This series is about a ResNetv56v2 tested on the **CIFAR10** dataset. In the last post

AdamW for a ResNet56v2 – I – a detailed look at results based on the Adam optimizer

we investigated a piecewise *constant* reduction schedule for the Learning Rate [**LR**] over 200 epochs. We found that we could reproduce results of R. Atienza, who had claimed validation accuracy values of

**0.92 < val_acc < 0.93**

with the Adam optimizer. We saw a dependency on the batch size [**BS**] – and concluded that BS=64 was a good compromise regarding achievable accuracy and runtime.

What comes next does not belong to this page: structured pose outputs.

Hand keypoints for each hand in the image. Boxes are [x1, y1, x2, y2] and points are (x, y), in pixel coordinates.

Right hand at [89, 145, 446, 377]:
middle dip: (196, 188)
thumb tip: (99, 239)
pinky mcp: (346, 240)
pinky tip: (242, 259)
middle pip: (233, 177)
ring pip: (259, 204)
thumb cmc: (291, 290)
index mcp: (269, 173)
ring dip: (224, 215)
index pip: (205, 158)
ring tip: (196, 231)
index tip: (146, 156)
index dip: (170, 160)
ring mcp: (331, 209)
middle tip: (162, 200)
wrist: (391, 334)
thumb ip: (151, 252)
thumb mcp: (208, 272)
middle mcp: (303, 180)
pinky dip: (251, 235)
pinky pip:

But we needed typically more than **85 epochs** to get safely over an accuracy level of **val_acc=0.92**. Our objective is to reduce the number of epochs as much as possible to reach this accuracy level. In the present post we try to bring the required number of epochs systematically down to 50 epochs by four different measures:

**Target 50 epochs:**Reduction of the number of epochs by shorter phases of a piecewise constant LR schedule and using the Adam optimizer**Target 50 epochs:**Application of a piecewise linear LR schedule and the Adam optimizer*without*weight decay**Target 50 epochs:**Application of a piecewise linear LR schedule and the Adam optimizer with weight decay**Target 50 epochs:**Application of the AdamW optimizer – but keeping L2 regularization active

Three additional approaches

- T
*arget 50 epochs:*AdamW optimizer – without L2-regularization, but with larger values for the weight decay *Target 50 epochs:*Cosine Annealing schedule and changing the Batch Size [BS] in addition*Target 30 epochs:*Application of a 1Cycle LR schedule

will be topics of forthcoming posts.

All test runs in this post were done with **BS=64** and image augmentation (with shift=0.07), as described in the first post of this series. I did not use the ReduceLROnPlateau() callback which Atienza applied in his experiments. The value for the accuracy reached on the validation set of 10,000 CIFAR10 samples is abbreviated by **val_acc**.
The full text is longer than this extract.